George Russell, piloto da Mercedes, foi o único representante da equipa a pontuar no Grande Prémio dos Países Baixos, em Zandvoort. Apesar de ter cruzado a meta numa aparente sólida quarta posição, o britânico expressou profunda frustração e desilusão com o desenrolar da sua corrida de domingo.
Um início conturbado e danos inesperados
A jornada de Russell começou de forma desfavorável, perdendo uma posição para Charles Leclerc logo no arranque. Incapaz de recuperar a posição em pista, o piloto da Mercedes beneficiou de um golpe de sorte quando Leclerc fez uma paragem nas boxes antes da entrada do primeiro Safety Car, permitindo-lhe uma “paragem gratuita” que o recolocou à frente do monegasco. Contudo, foi a partir daqui que a corrida de Russell começou a desvendar-se.
Numa manobra arrojada, Leclerc tentou uma ultrapassagem por fora na Curva 11 e por dentro na Curva 12, resultando num toque que danificou o carro de Russell. Este incidente levou a equipa a pedir-lhe que cedesse a posição ao seu colega de equipa, Kimi Antonelli, uma diretriz que Russell questionou abertamente via rádio.

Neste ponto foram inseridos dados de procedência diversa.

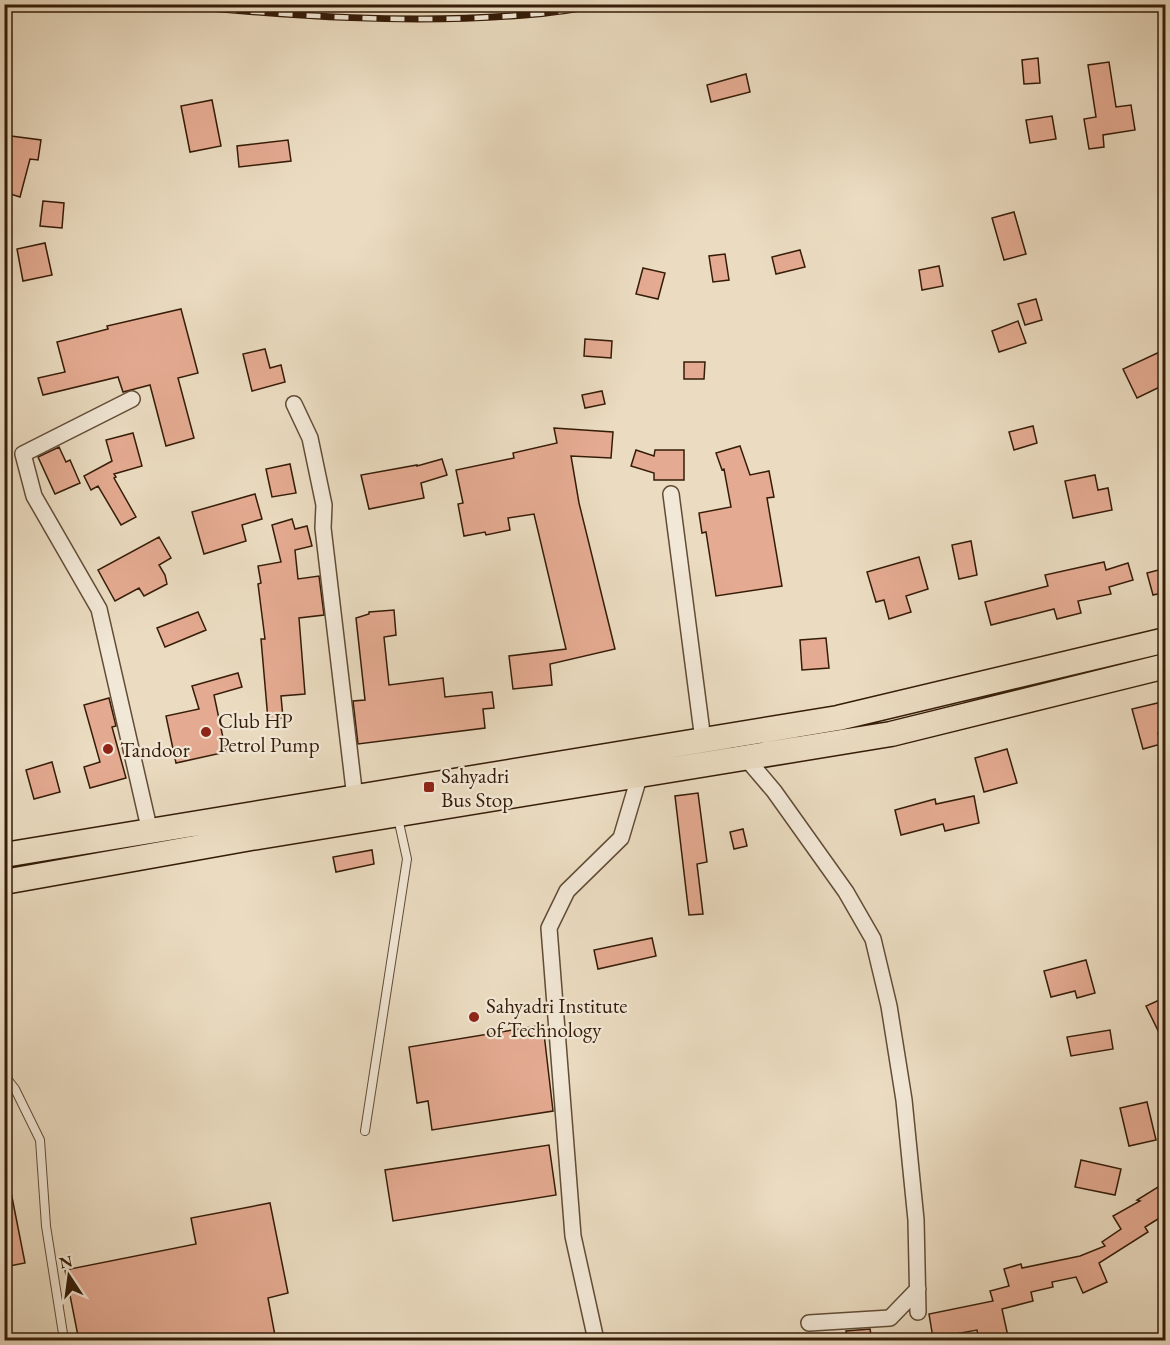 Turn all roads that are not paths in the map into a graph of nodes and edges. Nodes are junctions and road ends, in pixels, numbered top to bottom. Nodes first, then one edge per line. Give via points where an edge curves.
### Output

Os comissários de prova analisaram o incidente, mas ambos os pilotos concordaram tratar-se de uma situação de corrida, não havendo, por isso, qualquer penalização.
A voz da desilusão
Após a corrida, Russell não escondeu o seu desagrado. “Sinceramente, não retiro qualquer satisfação de terminar em quarto lugar depois desta corrida,” afirmou. “Foi um mau arranque, má condução da minha parte. Depois, o Charles ultrapassou-me, o ritmo era fraco, e, claro, os danos após o incidente com o Charles. Por causa dos danos, perdi um segundo por volta, por isso não foi divertido de todo. Tive muita sorte em terminar em quarto.”
O dano no monolugar comprometeu o seu ritmo, impedindo-o de perseguir Isack Hadjar pela última posição do pódio. Ainda assim, Russell herdou duas posições após um incidente posterior entre Antonelli e Leclerc, que viu o piloto da Ferrari abandonar e Antonelli acumular penalizações que o fizeram cair fora do top 10.
Reflexão e olhar para o futuro
“Esperamos que, ao regressar [da pausa de verão], tudo seja mais tranquilo, mas a Fórmula 1 nunca é assim,” acrescentou Russell. “Não foi uma boa corrida em muitos aspetos, e precisamos de analisar o porquê. A verdade é que as diferenças entre muitas equipas são agora muito ‘apertadas’, e numa pista como esta, onde as ultrapassagens são difíceis, a posição em pista é vital, a Qualificação é importante e a estratégia de paragem nas boxes é crucial.
A sorte – o Charles teve azar com o momento do safety Car e nós tivemos sorte com tudo o resto que aconteceu.”
Russell felicitou rapidamente Hadjar pelo seu primeiro pódio na Fórmula 1, elogiando o “trabalho incrível” do estreante e reiterando que ele próprio “não merecia” um lugar no pódio nesta prova. O piloto britânico terá poucos dias para refletir sobre os acontecimentos de Zandvoort, uma vez que o circo da Fórmula 1 ruma agora a Monza para o Grande Prémio de Itália, que se inicia já no próximo fim de semana.